» ABOUT THIS EXERCISE
When a line of the records contains "place", copy it.

» PROVIDED DATA
>>>>>

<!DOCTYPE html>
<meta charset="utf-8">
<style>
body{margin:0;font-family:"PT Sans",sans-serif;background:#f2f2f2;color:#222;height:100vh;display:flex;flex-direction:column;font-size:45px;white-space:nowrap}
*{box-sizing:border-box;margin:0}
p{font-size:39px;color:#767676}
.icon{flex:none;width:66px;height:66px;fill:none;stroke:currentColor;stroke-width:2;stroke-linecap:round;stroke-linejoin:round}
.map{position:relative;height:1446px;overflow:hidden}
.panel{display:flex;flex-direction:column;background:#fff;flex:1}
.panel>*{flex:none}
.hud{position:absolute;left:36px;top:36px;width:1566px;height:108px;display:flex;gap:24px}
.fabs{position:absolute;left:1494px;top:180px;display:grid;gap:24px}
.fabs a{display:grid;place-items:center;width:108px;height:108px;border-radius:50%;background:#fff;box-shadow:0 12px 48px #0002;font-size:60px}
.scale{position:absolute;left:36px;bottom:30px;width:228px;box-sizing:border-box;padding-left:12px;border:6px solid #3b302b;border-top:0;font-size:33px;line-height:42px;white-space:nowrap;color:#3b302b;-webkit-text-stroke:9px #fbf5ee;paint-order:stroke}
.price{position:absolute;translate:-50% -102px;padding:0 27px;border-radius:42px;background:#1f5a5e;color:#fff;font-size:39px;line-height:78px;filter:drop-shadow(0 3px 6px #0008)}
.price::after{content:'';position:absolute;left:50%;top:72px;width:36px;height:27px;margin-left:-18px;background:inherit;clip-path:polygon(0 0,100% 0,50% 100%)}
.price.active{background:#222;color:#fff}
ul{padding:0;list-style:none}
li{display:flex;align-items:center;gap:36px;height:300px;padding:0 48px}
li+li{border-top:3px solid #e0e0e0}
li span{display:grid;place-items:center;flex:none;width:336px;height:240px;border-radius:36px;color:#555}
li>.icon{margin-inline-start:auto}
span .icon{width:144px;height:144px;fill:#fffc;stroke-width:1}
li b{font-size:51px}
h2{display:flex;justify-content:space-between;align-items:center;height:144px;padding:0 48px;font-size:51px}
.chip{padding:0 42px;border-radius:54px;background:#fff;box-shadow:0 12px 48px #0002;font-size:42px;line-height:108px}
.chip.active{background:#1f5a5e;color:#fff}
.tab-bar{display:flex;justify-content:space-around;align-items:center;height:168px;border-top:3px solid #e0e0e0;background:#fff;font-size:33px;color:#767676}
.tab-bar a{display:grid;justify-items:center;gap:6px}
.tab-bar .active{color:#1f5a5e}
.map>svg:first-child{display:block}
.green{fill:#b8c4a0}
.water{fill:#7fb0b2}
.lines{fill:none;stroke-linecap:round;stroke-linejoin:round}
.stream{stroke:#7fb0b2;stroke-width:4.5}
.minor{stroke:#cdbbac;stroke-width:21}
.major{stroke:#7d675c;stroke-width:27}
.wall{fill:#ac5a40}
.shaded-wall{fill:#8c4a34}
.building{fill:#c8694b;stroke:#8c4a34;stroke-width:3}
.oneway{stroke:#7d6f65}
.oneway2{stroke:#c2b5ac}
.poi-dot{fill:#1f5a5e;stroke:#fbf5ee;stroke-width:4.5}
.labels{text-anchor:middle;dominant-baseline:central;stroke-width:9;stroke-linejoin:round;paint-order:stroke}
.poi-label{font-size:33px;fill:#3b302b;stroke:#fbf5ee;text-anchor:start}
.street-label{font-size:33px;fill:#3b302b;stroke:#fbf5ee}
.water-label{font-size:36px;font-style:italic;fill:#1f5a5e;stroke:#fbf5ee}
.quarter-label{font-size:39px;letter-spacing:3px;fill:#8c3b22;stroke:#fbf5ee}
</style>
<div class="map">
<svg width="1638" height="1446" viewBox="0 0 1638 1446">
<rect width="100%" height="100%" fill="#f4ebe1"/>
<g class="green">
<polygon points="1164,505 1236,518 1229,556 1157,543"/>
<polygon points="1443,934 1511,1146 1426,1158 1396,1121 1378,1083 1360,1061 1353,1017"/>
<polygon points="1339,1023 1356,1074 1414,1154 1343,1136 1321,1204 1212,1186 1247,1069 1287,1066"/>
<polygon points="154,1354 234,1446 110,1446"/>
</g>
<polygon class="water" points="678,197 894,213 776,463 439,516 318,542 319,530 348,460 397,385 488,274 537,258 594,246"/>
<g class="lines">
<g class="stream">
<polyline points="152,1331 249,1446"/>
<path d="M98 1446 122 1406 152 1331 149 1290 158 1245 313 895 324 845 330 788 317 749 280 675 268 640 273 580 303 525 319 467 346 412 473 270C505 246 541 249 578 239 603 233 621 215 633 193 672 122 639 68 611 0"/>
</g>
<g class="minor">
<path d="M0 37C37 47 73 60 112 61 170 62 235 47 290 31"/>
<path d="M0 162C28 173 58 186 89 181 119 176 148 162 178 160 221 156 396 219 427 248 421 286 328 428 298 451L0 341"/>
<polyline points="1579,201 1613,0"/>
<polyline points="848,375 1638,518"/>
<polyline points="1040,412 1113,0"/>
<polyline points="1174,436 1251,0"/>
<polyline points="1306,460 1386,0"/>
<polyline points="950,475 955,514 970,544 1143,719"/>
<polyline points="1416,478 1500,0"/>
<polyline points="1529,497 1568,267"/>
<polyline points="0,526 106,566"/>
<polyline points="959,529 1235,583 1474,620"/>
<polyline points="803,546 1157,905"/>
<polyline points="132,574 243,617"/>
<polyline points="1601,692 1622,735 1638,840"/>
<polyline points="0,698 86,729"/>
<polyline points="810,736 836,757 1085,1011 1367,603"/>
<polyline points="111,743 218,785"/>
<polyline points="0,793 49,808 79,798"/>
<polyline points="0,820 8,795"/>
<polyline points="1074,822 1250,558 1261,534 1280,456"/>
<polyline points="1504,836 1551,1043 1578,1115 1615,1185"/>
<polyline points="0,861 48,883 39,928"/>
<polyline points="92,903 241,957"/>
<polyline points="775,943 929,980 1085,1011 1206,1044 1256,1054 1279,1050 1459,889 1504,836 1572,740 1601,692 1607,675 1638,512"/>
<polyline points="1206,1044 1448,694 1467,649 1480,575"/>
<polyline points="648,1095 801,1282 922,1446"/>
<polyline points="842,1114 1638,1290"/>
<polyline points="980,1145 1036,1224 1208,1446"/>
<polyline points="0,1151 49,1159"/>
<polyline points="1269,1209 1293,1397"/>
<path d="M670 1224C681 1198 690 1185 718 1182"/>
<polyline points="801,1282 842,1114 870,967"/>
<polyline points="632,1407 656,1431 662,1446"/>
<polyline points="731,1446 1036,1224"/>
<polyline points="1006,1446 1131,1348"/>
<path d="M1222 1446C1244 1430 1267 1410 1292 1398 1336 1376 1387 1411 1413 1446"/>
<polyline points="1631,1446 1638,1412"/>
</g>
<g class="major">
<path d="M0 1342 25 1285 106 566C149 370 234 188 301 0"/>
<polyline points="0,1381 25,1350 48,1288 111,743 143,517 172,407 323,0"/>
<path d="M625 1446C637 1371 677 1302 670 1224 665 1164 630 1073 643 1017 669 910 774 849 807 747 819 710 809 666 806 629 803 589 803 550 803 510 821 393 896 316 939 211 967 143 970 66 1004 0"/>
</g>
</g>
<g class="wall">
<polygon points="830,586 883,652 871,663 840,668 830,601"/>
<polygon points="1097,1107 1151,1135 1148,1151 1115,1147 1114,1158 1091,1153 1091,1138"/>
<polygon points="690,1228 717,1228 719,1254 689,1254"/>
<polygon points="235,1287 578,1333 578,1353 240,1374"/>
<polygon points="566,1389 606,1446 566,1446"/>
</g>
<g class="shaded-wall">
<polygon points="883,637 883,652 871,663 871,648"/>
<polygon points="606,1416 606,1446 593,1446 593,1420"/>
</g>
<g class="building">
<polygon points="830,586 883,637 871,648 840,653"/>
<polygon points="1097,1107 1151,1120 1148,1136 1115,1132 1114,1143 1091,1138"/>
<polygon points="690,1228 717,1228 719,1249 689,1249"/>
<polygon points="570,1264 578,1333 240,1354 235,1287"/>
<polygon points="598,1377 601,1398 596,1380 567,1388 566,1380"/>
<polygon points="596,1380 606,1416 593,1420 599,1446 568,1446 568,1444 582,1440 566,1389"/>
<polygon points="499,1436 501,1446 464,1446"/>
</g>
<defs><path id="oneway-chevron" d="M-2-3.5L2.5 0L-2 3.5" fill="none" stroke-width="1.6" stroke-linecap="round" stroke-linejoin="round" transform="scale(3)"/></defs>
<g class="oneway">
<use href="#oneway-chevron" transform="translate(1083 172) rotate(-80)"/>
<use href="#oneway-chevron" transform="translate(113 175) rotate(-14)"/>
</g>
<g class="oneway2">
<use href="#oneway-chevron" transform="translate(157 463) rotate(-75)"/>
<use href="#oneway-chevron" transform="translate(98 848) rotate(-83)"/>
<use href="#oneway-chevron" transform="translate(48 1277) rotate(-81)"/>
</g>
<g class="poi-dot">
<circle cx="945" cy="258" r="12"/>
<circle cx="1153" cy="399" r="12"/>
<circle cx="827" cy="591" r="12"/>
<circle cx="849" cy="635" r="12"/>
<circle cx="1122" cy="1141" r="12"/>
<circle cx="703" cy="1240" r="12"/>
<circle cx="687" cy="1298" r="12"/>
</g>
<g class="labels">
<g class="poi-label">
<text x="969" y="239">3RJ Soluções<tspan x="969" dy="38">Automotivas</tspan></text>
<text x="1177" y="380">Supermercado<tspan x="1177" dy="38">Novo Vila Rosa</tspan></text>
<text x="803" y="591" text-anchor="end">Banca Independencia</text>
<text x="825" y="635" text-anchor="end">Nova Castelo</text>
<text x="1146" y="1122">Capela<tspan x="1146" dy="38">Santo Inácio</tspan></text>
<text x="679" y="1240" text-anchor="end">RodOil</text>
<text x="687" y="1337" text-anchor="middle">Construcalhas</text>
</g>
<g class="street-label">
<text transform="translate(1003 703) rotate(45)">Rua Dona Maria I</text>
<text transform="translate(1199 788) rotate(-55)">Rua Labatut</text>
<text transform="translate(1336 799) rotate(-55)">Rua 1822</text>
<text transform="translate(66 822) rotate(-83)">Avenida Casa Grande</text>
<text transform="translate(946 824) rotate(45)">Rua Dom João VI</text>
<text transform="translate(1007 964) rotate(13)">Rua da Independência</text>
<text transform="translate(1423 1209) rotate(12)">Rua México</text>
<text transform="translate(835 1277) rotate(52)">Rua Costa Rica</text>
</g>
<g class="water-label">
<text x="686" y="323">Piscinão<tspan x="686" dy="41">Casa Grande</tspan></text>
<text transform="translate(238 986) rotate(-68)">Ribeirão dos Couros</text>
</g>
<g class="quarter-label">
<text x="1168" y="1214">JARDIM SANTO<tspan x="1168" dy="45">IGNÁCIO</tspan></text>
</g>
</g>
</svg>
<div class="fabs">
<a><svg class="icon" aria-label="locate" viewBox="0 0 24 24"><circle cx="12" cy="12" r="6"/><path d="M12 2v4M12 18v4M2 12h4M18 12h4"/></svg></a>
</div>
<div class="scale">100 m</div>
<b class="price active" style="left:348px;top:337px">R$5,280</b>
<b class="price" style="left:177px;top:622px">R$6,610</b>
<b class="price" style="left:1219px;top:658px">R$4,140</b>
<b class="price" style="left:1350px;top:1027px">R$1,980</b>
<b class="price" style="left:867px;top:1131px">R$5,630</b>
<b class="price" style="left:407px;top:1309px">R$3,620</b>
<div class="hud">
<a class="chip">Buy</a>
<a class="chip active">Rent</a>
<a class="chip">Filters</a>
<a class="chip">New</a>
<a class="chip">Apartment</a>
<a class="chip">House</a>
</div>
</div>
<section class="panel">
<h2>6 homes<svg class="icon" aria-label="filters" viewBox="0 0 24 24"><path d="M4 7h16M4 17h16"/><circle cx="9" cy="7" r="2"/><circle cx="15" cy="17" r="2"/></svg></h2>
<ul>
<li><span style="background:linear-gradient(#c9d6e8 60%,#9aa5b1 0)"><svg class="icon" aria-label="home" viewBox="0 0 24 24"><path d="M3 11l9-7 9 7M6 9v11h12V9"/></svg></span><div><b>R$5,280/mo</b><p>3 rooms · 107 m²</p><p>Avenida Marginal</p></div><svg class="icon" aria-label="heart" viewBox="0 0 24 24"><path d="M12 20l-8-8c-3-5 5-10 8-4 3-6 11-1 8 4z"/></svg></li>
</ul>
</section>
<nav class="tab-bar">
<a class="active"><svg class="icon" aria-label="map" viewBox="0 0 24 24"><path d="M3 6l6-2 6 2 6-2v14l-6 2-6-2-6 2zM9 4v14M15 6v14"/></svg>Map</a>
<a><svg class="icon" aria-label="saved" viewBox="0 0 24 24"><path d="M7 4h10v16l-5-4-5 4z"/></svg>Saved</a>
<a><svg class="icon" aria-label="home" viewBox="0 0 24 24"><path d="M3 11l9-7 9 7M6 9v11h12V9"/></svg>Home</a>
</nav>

<<<<<

» YOUR SOLUTION
.fabs a{display:grid;place-items:center;width:108px;height:108px;border-radius:50%;background:#fff;box-shadow:0 12px 48px #0002;font-size:60px}
li span{display:grid;place-items:center;flex:none;width:336px;height:240px;border-radius:36px;color:#555}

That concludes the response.